Data for analysis:
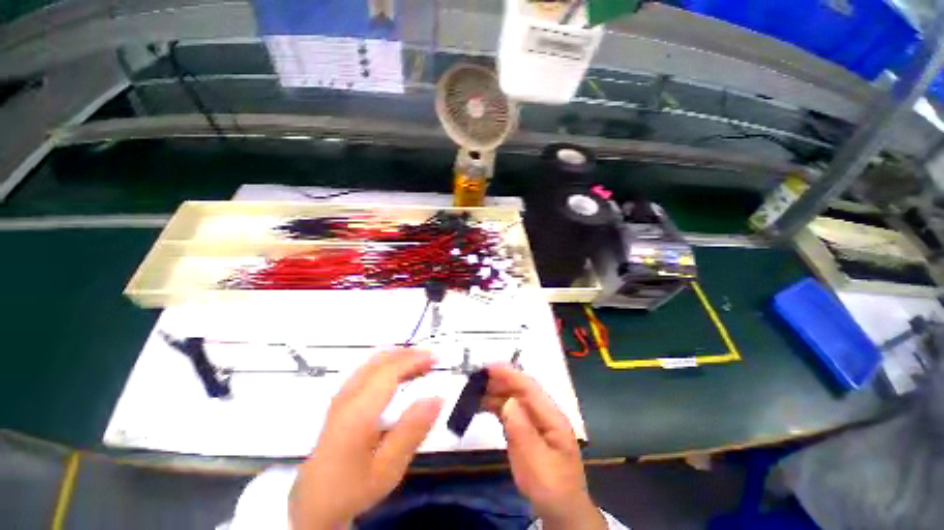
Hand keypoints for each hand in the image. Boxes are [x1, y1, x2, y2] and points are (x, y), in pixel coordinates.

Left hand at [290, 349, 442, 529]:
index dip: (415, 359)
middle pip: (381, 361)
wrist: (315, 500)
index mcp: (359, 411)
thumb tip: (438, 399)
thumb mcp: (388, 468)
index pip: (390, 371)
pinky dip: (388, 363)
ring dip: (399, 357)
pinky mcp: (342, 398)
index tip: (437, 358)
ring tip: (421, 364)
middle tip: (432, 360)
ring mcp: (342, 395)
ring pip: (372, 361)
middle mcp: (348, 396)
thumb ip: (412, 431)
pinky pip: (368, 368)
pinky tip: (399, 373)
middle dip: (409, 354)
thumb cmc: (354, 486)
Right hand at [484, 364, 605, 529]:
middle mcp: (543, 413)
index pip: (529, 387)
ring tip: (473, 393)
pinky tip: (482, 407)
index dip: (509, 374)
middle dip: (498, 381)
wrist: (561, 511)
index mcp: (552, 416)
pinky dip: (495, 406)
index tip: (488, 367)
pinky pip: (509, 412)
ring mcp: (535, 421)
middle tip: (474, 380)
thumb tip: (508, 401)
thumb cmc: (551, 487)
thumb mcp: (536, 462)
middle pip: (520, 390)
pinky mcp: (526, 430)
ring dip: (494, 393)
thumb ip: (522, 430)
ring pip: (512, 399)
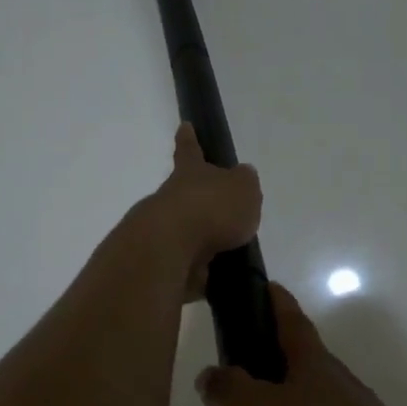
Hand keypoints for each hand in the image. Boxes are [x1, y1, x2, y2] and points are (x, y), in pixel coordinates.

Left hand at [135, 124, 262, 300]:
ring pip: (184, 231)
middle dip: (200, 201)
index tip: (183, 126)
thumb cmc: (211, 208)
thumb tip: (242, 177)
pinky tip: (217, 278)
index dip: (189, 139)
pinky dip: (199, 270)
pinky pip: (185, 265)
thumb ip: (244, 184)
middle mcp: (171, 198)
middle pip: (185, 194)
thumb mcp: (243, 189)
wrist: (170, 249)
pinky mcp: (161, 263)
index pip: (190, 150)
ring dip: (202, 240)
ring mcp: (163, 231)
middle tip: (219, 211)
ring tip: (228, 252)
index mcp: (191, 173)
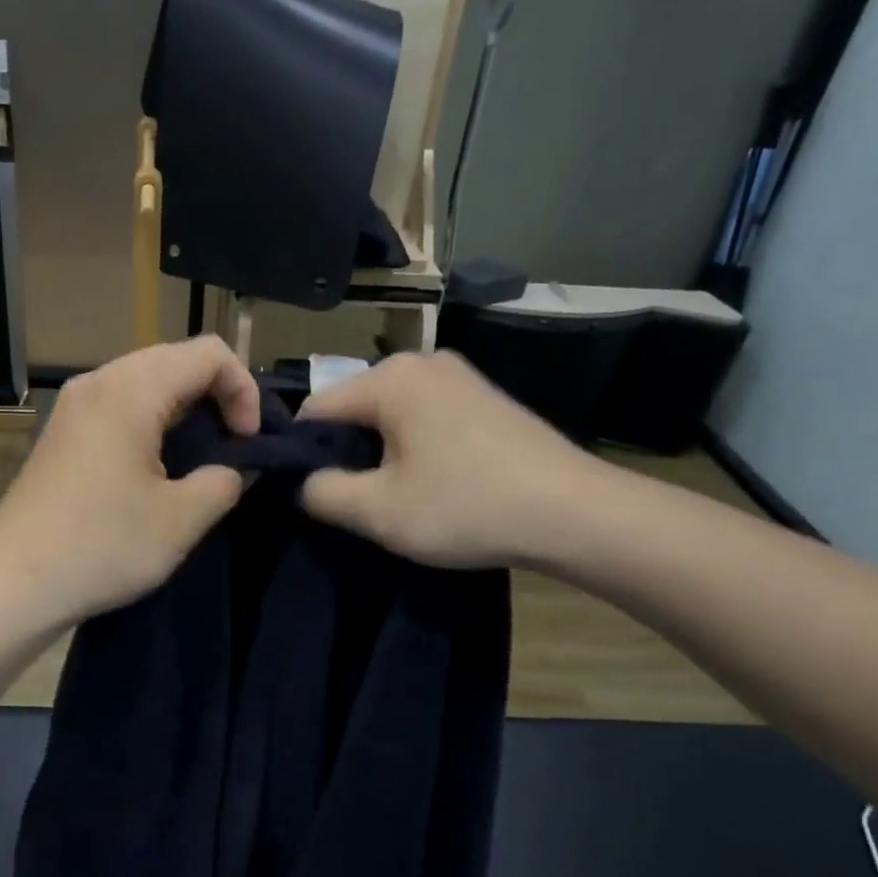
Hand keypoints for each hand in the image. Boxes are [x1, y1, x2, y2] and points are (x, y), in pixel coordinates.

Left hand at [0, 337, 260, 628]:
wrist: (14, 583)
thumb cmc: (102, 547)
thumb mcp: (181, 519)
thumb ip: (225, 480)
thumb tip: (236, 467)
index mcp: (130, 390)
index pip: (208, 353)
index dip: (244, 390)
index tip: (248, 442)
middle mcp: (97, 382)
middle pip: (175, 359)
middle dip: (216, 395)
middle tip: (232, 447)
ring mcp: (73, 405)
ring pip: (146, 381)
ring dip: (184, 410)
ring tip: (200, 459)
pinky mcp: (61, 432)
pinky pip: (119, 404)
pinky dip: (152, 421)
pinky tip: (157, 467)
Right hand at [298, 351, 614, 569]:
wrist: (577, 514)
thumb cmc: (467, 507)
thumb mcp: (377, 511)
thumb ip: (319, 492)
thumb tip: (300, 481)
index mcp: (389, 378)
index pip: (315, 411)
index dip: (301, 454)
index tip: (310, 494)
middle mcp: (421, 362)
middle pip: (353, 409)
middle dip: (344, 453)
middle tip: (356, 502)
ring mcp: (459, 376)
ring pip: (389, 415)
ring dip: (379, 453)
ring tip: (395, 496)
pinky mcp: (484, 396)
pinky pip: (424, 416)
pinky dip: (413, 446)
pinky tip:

Task brief: Give back an exact repeat of the lines from the top of the data through the line that holds "middle tip: (474, 380)", both included, and omit pictures.

Final answer:
Hand keypoints for each hand in the image. Boxes are [x1, y1, x2, y2] and points are (x, y), in pixel coordinates.

Left hand at [290, 349, 442, 529]:
index dip: (415, 359)
middle pip: (381, 361)
wrist: (315, 500)
index mcp: (359, 411)
thumb tip: (438, 399)
thumb mcp: (388, 468)
index pip: (390, 371)
pinky dip: (388, 363)
ring dip: (399, 357)
pinky mcp: (342, 398)
index tip: (437, 358)
ring tip: (421, 364)
middle tip: (432, 360)
ring mcp: (342, 395)
ring pip: (372, 361)
middle mcp: (348, 396)
thumb ip: (412, 431)
pinky pip: (368, 368)
pinky tip: (399, 373)
middle dip: (409, 354)
thumb cmc: (354, 486)
Right hand at [484, 364, 605, 529]:
middle mcp: (543, 413)
index pip: (529, 387)
ring tip: (473, 393)
pinky tip: (482, 407)
index dip: (509, 374)
middle dip: (498, 381)
wrist: (561, 511)
index mcp: (552, 416)
pinky dip: (495, 406)
index tip: (488, 367)
pinky pip: (509, 412)
ring mcp: (535, 421)
middle tip: (474, 380)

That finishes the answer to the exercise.